Sus poemas permanecieron a un costado cuando en realidad han sido, desde un comienzo, centrales en su producción. Porque su poesía es el río que se ramifica luego en narrativa. Por tanto sus poemas pueden ser leídos como las bases de sus cuentos. Pero en sus poemas, si bien predomina una manifiesta intención narrativa del instante, su búsqueda es la misma de su escritura de cuentos. Escribía una versión y la guardaba en un sobre. Dejaba pasar un tiempo, le volvía encima, corregía, limaba, ajustaba. Y volvía a guardar el sobre. Esta obsesión en macerar el lenguaje se percibe nítida en la lectura de sus poemas. Su búsqueda disponía una alta dosis de misticismo, de aspiración al satori. Lo que buscaba, ni más ni menos, era una revelación. Pero el sendero hacia esa luz tropezaba en más de un revés de la vida diaria, y entonces lo que encontraba era un poema como “La lapicera”. Queda claro en un instante autobiográfico: “La lapicera que narraba la verdad / terminó dentro del lavarropas/ por tantas preocupaciones. / Salió una hora más tarde y la arrojaron / al lavarropas junto a un par de jeans/ y una camisa a cuadros./ Los días pasaron y ella permaneció/recostada serenamente sobre el escritorio/ frente a la ventana./ Ella pensaba que estaba acabada./ Sin una sola convicción. Sin voluntad. / Pero una mañana, poco antes del amanecer, / se reanimó/ y escribió: “Los campos húmedos duermen/iluminados por la luz de la luna”. Es decir, no se limitó a narrar sus penurias sociales. Iba más lejos. Y más hondo. Escarbaba en intimidades propias y ajenas que conocía como la palma de su mano.

Su cuentística se prestó al malentendido crítico: se lo clasificó como minimalista (por la forma) y a la vez como “realista sucio” (por el contenido). En verdad sus piezas respiran un aura chejoviana y resignifican la tradición de la short-story. De su maestro ruso extrajo las lecciones para capturar lo cotidiano en pocas palabras, las esenciales. “Si una historia se puede contar en diez palabras”, preguntó alguna vez, “¿por qué usar once?”. Su estilo puede parecer fácil, pero esta es una impresión falsa, lo que explica el caudal de imitadores que le surgieron a partir de los ´90. Nada más complejo que su elaboración del contar en silencio, con naturalidad y distancia, introduciendo una sombra de amenaza.

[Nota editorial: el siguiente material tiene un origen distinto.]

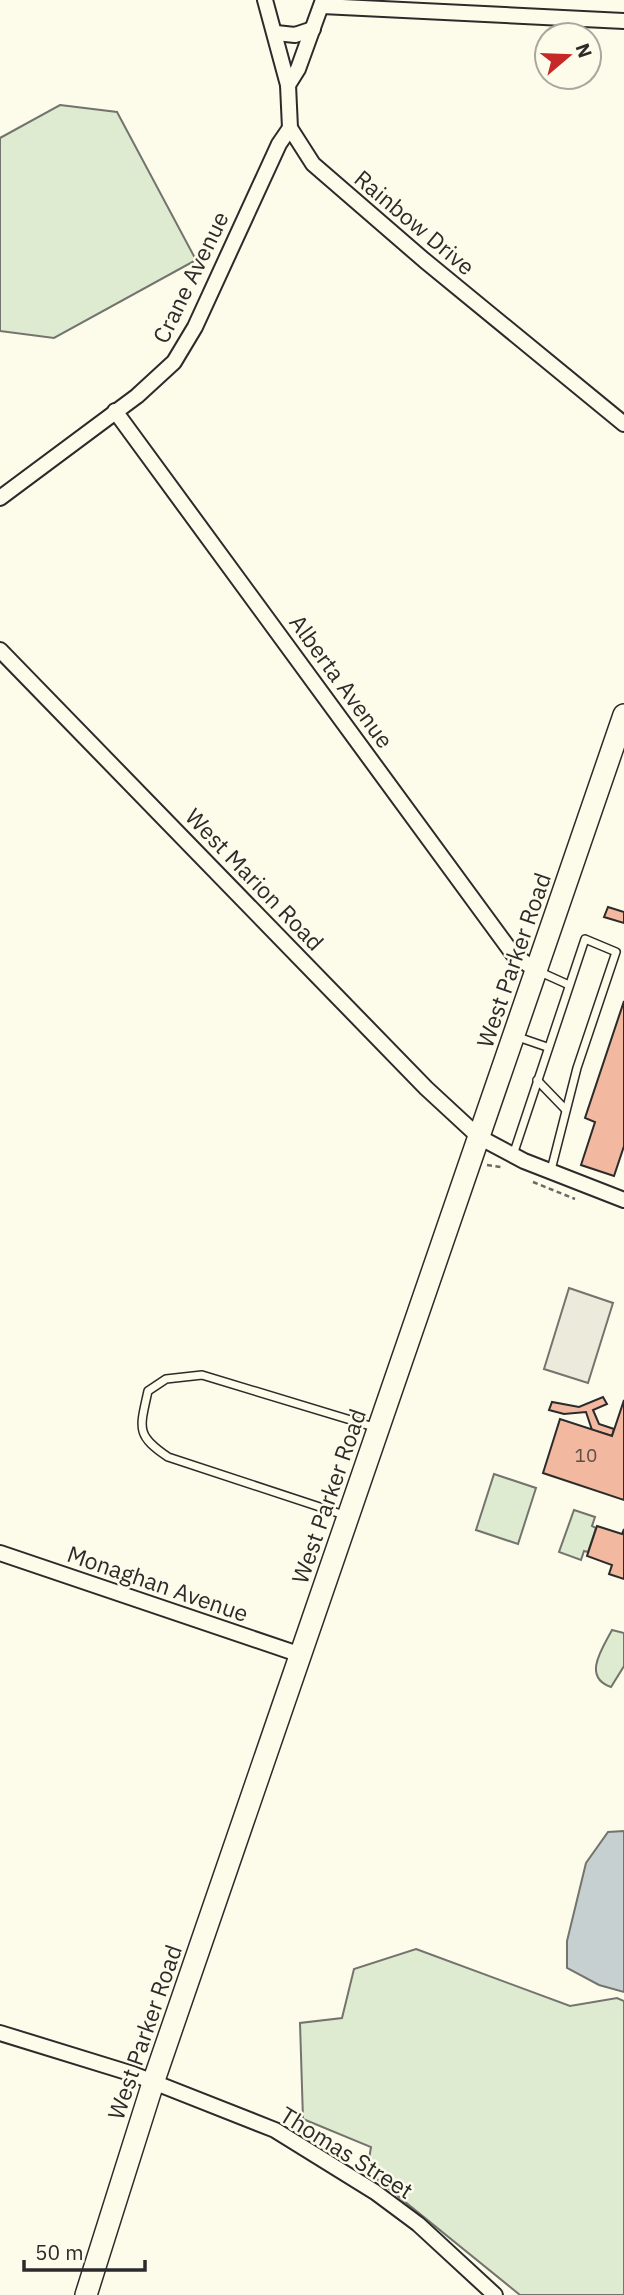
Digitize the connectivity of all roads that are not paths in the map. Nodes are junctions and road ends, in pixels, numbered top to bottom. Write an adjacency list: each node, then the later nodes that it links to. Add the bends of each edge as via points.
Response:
1 (265, 0): 5 (street, Rainbow Drive)
2 (323, 3): 3 (street); 4 (street)
3 (624, 21)
4 (313, 29): 5 (street, via 295,35); 6 (street)
5 (276, 33): 6 (street, Rainbow Drive)
6 (288, 85): 7 (street, Rainbow Drive)
7 (290, 128): 8 (street, Crane Avenue, via 185,346 160,377); 9 (street, Rainbow Drive, via 313,164 333,182)
8 (115, 411): 10 (street, Crane Avenue); 13 (street, Alberta Avenue, via 504,943)
9 (624, 424)
10 (0, 498)
11 (0, 650): 19 (street, West Marion Road)
12 (624, 716): 13 (street, West Parker Road)
13 (537, 971): 14 (lane); 15 (street, West Parker Road)
14 (569, 985): 16 (lane); 18 (lane, via 585,939 616,952)
15 (514, 1036): 16 (lane); 19 (street, West Parker Road)
16 (547, 1047): 17 (lane)
17 (537, 1080): 18 (lane); 20 (lane)
18 (565, 1109): 21 (lane)
19 (479, 1137): 20 (street, West Marion Road); 23 (street, West Parker Road)
20 (513, 1155): 21 (street, West Marion Road)
21 (551, 1170): 22 (street, West Marion Road)
22 (624, 1200)
23 (379, 1428): 24 (street, West Parker Road); 24 (lane, via 202,1375 166,1379 148,1391 140,1426 146,1443 168,1457)
24 (348, 1516): 26 (street, West Parker Road)
25 (0, 1553): 26 (street, Monaghan Avenue)
26 (301, 1655): 28 (street, West Parker Road)
27 (0, 2033): 28 (street, Thomas Street)
28 (153, 2083): 29 (street, West Parker Road); 30 (street, Thomas Street, via 239,2114 314,2152 418,2224)
29 (86, 2295)
30 (495, 2295)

Una vez muerto Carver, su viuda, la poeta Tess Gallagher, habría de publicar los mismos cuentos en la versión pre-Lish, Principiantes. A tener en cuenta, cuando Carver le había presentado sus cuentos a Lish no le importaba más que publicar y estaba dispuesto a ceder en todo. Pero si se compara un mismo cuento en cada versión, resultará más acerada y punzante la versión Lish, que extrema el mecanismo Hemingway de la teoría del iceberg, y se ajusta a sus personajes lacónicos, inequívocamente white-trash, hombres, mujeres y chicos que nunca saldrán de esas viviendas baratas en las que siempre se oye como telón de fondo un electrodoméstico descompuesto, una tele, gritos de una pareja matándose. Indiscutible: en las dos versiones reverbera una sustancia personal, intransferible.

 

Carver había recompuesto su vida al conocer a Gallagher. Pero la felicidad le duró poco. Se casaron en secreto en Reno, Nevada. Y allí fue la luna de miel, apostaron en los casinos. Y ganaron. Pero la suerte estaba echada: ya tenía cáncer. Su poema final se llama “Último fragmento” y funciona como epitafio: “¿Y conseguiste lo que/ querías en esta vida? Lo conseguí. / ¿Y qué querías? / Considerarme amado, sentirme / amado sobre la tierra”.